Zonal Trends for Snow Cover
Zonal trend analysis indicates that the duration of snow cover in northern hemisphere land areas between 45° N and 75° N increased at a zonal average rate of 8.8 (1.7) days per decade between 1971 and 1994 (Fig. 1). The increased duration is a consequence of observed advance in the timing of snow cover disappearance in spring (-6.5 [0.7] days per decade) and delay of snow cover onset in autumn (+4.5 [0.9] days per decade). These average rates of change represent the mean of individual 1° zonal trend values between 45° N and 75° N that are statistically significant.

Figure 1. Zonal average trends (1971-1994) in the timing of snow cover disappearance, snow cover onset, and the duration of the annual snow-free period.

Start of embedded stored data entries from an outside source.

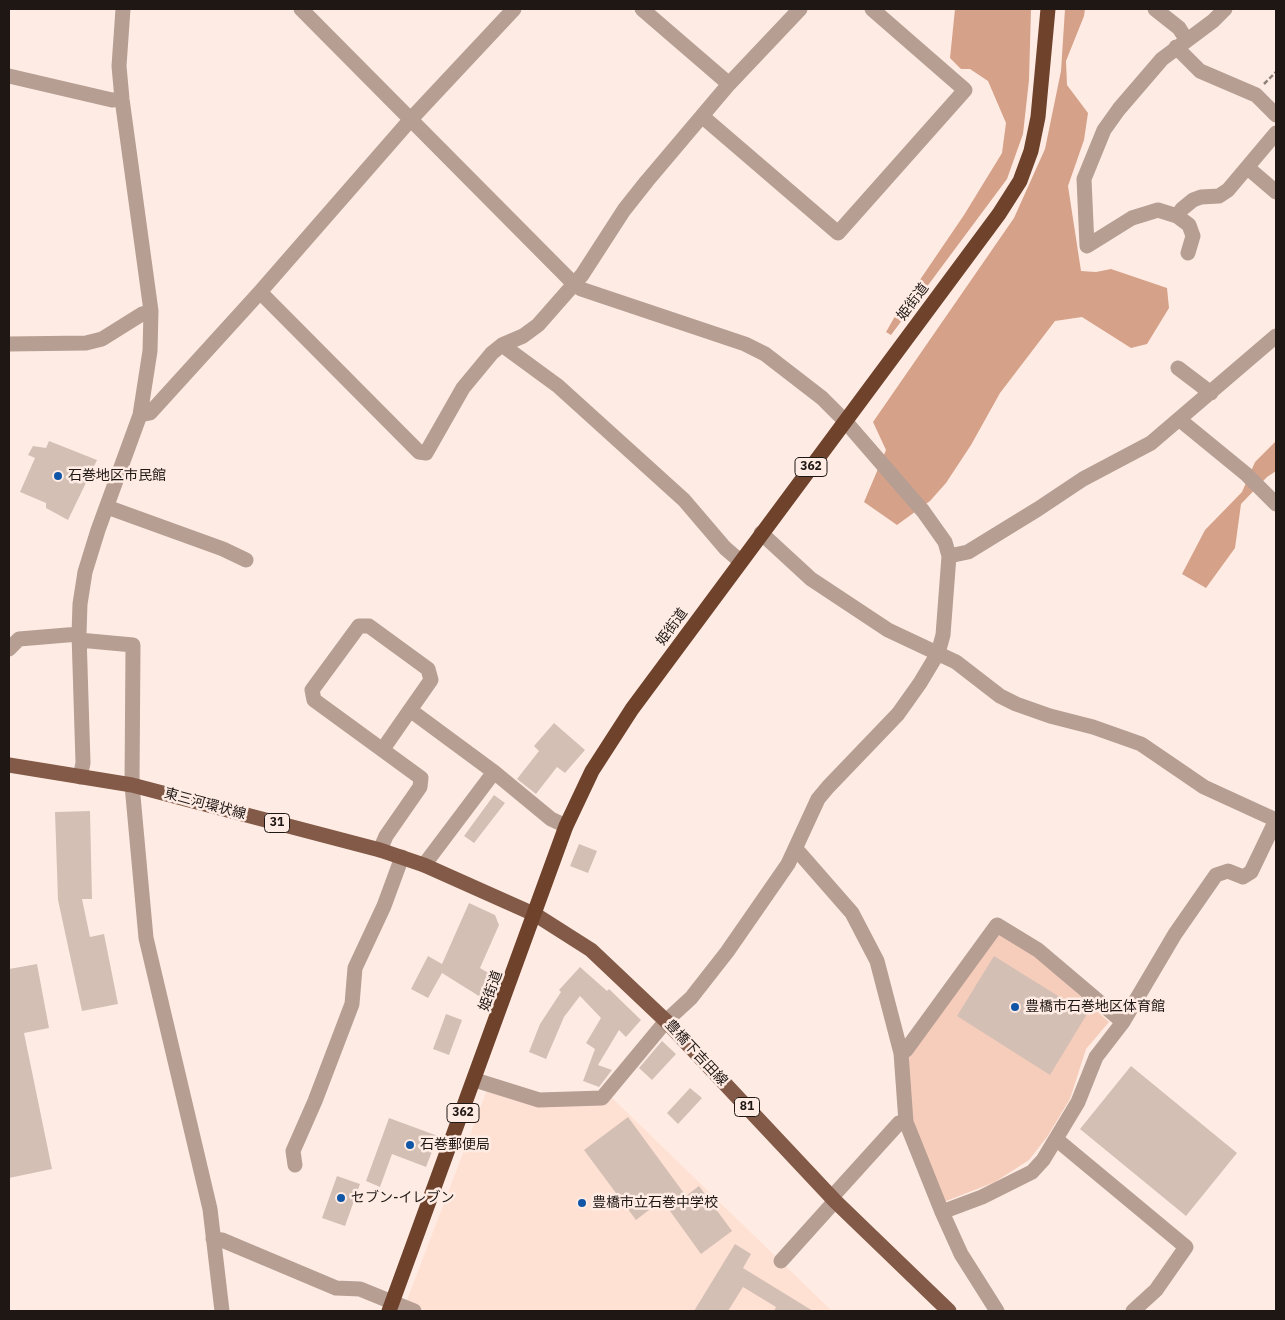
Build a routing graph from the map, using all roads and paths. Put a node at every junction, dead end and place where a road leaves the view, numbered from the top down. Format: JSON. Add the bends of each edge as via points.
{"nodes":[{"id":1,"x":123,"y":9,"type":"edge"},
{"id":2,"x":301,"y":9,"type":"edge"},
{"id":3,"x":514,"y":9,"type":"edge"},
{"id":4,"x":642,"y":9,"type":"edge"},
{"id":5,"x":800,"y":9,"type":"edge"},
{"id":6,"x":872,"y":9,"type":"edge"},
{"id":7,"x":1048,"y":9,"type":"edge"},
{"id":8,"x":1155,"y":9,"type":"edge"},
{"id":9,"x":1225,"y":9,"type":"edge"},
{"id":10,"x":1181,"y":43,"type":"junction"},
{"id":11,"x":9,"y":76,"type":"edge"},
{"id":12,"x":729,"y":84,"type":"junction"},
{"id":13,"x":122,"y":99,"type":"junction"},
{"id":14,"x":1276,"y":115,"type":"edge"},
{"id":15,"x":703,"y":117,"type":"junction"},
{"id":16,"x":411,"y":119,"type":"junction"},
{"id":17,"x":1276,"y":133,"type":"edge"},
{"id":18,"x":1248,"y":168,"type":"junction"},
{"id":19,"x":1276,"y":192,"type":"edge"},
{"id":20,"x":1177,"y":216,"type":"junction"},
{"id":21,"x":1188,"y":253,"type":"dead end"},
{"id":22,"x":574,"y":284,"type":"junction"},
{"id":23,"x":260,"y":292,"type":"junction"},
{"id":24,"x":152,"y":311,"type":"junction"},
{"id":25,"x":1276,"y":336,"type":"edge"},
{"id":26,"x":9,"y":344,"type":"edge"},
{"id":27,"x":502,"y":345,"type":"junction"},
{"id":28,"x":1178,"y":368,"type":"dead end"},
{"id":29,"x":1211,"y":393,"type":"junction"},
{"id":30,"x":140,"y":415,"type":"junction"},
{"id":31,"x":1180,"y":420,"type":"junction"},
{"id":32,"x":845,"y":421,"type":"junction"},
{"id":33,"x":1276,"y":504,"type":"edge"},
{"id":34,"x":107,"y":507,"type":"junction"},
{"id":35,"x":761,"y":532,"type":"junction"},
{"id":36,"x":949,"y":556,"type":"junction"},
{"id":37,"x":246,"y":560,"type":"dead end"},
{"id":38,"x":740,"y":562,"type":"junction"},
{"id":39,"x":79,"y":637,"type":"junction"},
{"id":40,"x":12,"y":638,"type":"edge"},
{"id":41,"x":938,"y":653,"type":"junction"},
{"id":42,"x":410,"y":710,"type":"junction"},
{"id":43,"x":383,"y":750,"type":"junction"},
{"id":44,"x":9,"y":765,"type":"edge"},
{"id":45,"x":494,"y":772,"type":"junction"},
{"id":46,"x":80,"y":777,"type":"junction"},
{"id":47,"x":132,"y":785,"type":"junction"},
{"id":48,"x":1276,"y":820,"type":"edge"},
{"id":49,"x":566,"y":826,"type":"junction"},
{"id":50,"x":796,"y":849,"type":"junction"},
{"id":51,"x":380,"y":850,"type":"junction"},
{"id":52,"x":402,"y":857,"type":"junction"},
{"id":53,"x":424,"y":865,"type":"junction"},
{"id":54,"x":536,"y":915,"type":"junction"},
{"id":55,"x":666,"y":1021,"type":"junction"},
{"id":56,"x":1123,"y":1022,"type":"junction"},
{"id":57,"x":901,"y":1053,"type":"junction"},
{"id":58,"x":475,"y":1080,"type":"junction"},
{"id":59,"x":906,"y":1122,"type":"junction"},
{"id":60,"x":1056,"y":1139,"type":"junction"},
{"id":61,"x":295,"y":1165,"type":"dead end"},
{"id":62,"x":833,"y":1199,"type":"junction"},
{"id":63,"x":942,"y":1212,"type":"junction"},
{"id":64,"x":213,"y":1239,"type":"junction"},
{"id":65,"x":781,"y":1261,"type":"dead end"},
{"id":66,"x":391,"y":1306,"type":"edge"},
{"id":67,"x":222,"y":1311,"type":"edge"},
{"id":68,"x":414,"y":1311,"type":"edge"},
{"id":69,"x":949,"y":1311,"type":"edge"},
{"id":70,"x":997,"y":1311,"type":"edge"},
{"id":71,"x":1133,"y":1311,"type":"edge"}],
"edges":[{"from":1,"to":13,"type":"street","via":[[119,66]]},
{"from":2,"to":16,"type":"street"},
{"from":3,"to":16,"type":"street"},
{"from":4,"to":12,"type":"street"},
{"from":5,"to":12,"type":"street"},
{"from":6,"to":15,"type":"street","via":[[965,90],[838,233]]},
{"from":7,"to":32,"type":"highway","name":"姫街道","number":"362","via":[[1038,117],[1031,151],[1020,180],[999,214]]},
{"from":8,"to":10,"type":"street","via":[[1178,28]]},
{"from":9,"to":10,"type":"street"},
{"from":10,"to":14,"type":"street","via":[[1200,71],[1256,95]]},
{"from":10,"to":20,"type":"street","via":[[1162,59],[1104,130],[1084,179],[1087,246],[1147,212],[1158,210]]},
{"from":11,"to":13,"type":"street","via":[[112,100]]},
{"from":12,"to":15,"type":"street"},
{"from":13,"to":24,"type":"street"},
{"from":15,"to":22,"type":"street","via":[[647,180]]},
{"from":16,"to":22,"type":"street"},
{"from":16,"to":23,"type":"street"},
{"from":17,"to":18,"type":"street"},
{"from":18,"to":19,"type":"street"},
{"from":18,"to":20,"type":"street","via":[[1228,190],[1219,196],[1194,200]]},
{"from":20,"to":21,"type":"street","via":[[1190,225],[1193,236]]},
{"from":22,"to":27,"type":"street","via":[[538,325],[524,336]]},
{"from":22,"to":32,"type":"street","via":[[745,344],[765,354],[822,398]]},
{"from":23,"to":27,"type":"street","via":[[418,452],[426,452],[463,388]]},
{"from":23,"to":30,"type":"street","via":[[150,413]]},
{"from":24,"to":26,"type":"street","via":[[102,339],[86,343]]},
{"from":24,"to":30,"type":"street","via":[[150,351]]},
{"from":25,"to":29,"type":"street"},
{"from":27,"to":38,"type":"street","via":[[558,386],[677,494]]},
{"from":28,"to":29,"type":"street"},
{"from":29,"to":31,"type":"street"},
{"from":30,"to":34,"type":"street"},
{"from":31,"to":33,"type":"street","via":[[1246,474]]},
{"from":31,"to":36,"type":"street","via":[[1151,442],[1083,479],[968,552]]},
{"from":32,"to":35,"type":"highway","name":"姫街道","number":"362"},
{"from":32,"to":36,"type":"street","via":[[923,511],[944,542]]},
{"from":34,"to":37,"type":"street"},
{"from":34,"to":39,"type":"street","via":[[86,572],[80,604]]},
{"from":35,"to":38,"type":"highway","name":"姫街道","number":"362"},
{"from":35,"to":41,"type":"street","via":[[812,579],[888,630]]},
{"from":36,"to":41,"type":"street","via":[[943,635]]},
{"from":38,"to":49,"type":"highway","name":"姫街道","number":"362","via":[[627,717],[592,771]]},
{"from":39,"to":40,"type":"street"},
{"from":39,"to":46,"type":"street","via":[[83,764]]},
{"from":39,"to":47,"type":"street","via":[[133,645]]},
{"from":41,"to":48,"type":"street","via":[[1016,704],[1141,744],[1204,787]]},
{"from":41,"to":50,"type":"street","via":[[898,714],[818,799]]},
{"from":42,"to":43,"type":"street"},
{"from":42,"to":43,"type":"street","via":[[432,680],[428,669],[369,626],[359,626],[312,690],[314,700]]},
{"from":42,"to":45,"type":"street"},
{"from":43,"to":51,"type":"street","via":[[421,778],[420,787]]},
{"from":44,"to":46,"type":"main road","name":"東三河環状線","number":"31"},
{"from":45,"to":49,"type":"street","via":[[551,820]]},
{"from":45,"to":53,"type":"street"},
{"from":46,"to":47,"type":"main road","name":"東三河環状線","number":"31"},
{"from":47,"to":51,"type":"main road","name":"東三河環状線","number":"31"},
{"from":47,"to":64,"type":"street","via":[[146,938],[210,1209]]},
{"from":48,"to":56,"type":"street","via":[[1251,872],[1243,876],[1228,871],[1216,875],[1175,934]]},
{"from":49,"to":54,"type":"highway","name":"姫街道","number":"362"},
{"from":50,"to":55,"type":"street","via":[[727,952],[691,998]]},
{"from":50,"to":57,"type":"street","via":[[852,913],[877,961]]},
{"from":51,"to":52,"type":"main road","name":"東三河環状線","number":"31"},
{"from":52,"to":53,"type":"main road","name":"東三河環状線","number":"31"},
{"from":52,"to":61,"type":"street","via":[[384,906],[355,968],[352,1004],[293,1151]]},
{"from":53,"to":54,"type":"main road","name":"東三河環状線","number":"31"},
{"from":54,"to":55,"type":"main road","name":"豊橋下吉田線","number":"81","via":[[591,950]]},
{"from":54,"to":58,"type":"highway","name":"姫街道","number":"362"},
{"from":55,"to":58,"type":"street","via":[[602,1098],[539,1100]]},
{"from":55,"to":62,"type":"main road","name":"豊橋下吉田線","number":"81"},
{"from":56,"to":57,"type":"street","via":[[1038,950],[997,926]]},
{"from":56,"to":60,"type":"street","via":[[1096,1057],[1078,1102]]},
{"from":57,"to":59,"type":"street"},
{"from":58,"to":66,"type":"highway","name":"姫街道","number":"362"},
{"from":59,"to":62,"type":"street","via":[[899,1123]]},
{"from":59,"to":63,"type":"street"},
{"from":60,"to":63,"type":"street","via":[[1032,1172],[982,1197]]},
{"from":60,"to":71,"type":"street","via":[[1186,1247],[1156,1290]]},
{"from":62,"to":65,"type":"street"},
{"from":62,"to":69,"type":"main road","name":"豊橋下吉田線","number":"81"},
{"from":63,"to":70,"type":"street","via":[[962,1254]]},
{"from":64,"to":66,"type":"street","via":[[336,1288],[360,1289]]},
{"from":64,"to":67,"type":"street"},
{"from":66,"to":68,"type":"street"}]}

All trends shown are significant at the 95% confidence level.

Satellite Analysis of Interannual Variability and Trends in the Northern Hemisphere Annual Snow-Free Period
Affects on Zonal APAR
As the duration of the snow-free period increases, additional PAR becomes available for interception by surface vegetation. This effect is observed across all latitudes (Fig. 2). Earlier vegetation growth distributed over larger areas results in increased APAR, which supports enhanced rates of photosynthesis and carbon assimilation.

Figure 2. Zonal total APAR for May of 1983 and 1993 as determined from satellite observations of snow cover, fPAR and incident PAR.
The trends toward increased duration of the annual snow-free period in high northern latitudes is in general agreement with trends reported for growing season length as determined from satellite observations of vegetation greenness (Myneni et al., 1997). These trends are associated with significant increases in the amount of PAR captured by vegetation during the snow-free season. Empirical and theoretical studies have shown that primary production varies in proportion to APAR (e.g., Field, 1991). The increased APAR, together with changes in temperature and moisture regimes, thus provide the basis for a mechanistic explanation of the reported “greening” of the northern high latitude land areas (Myneni et al., 1997).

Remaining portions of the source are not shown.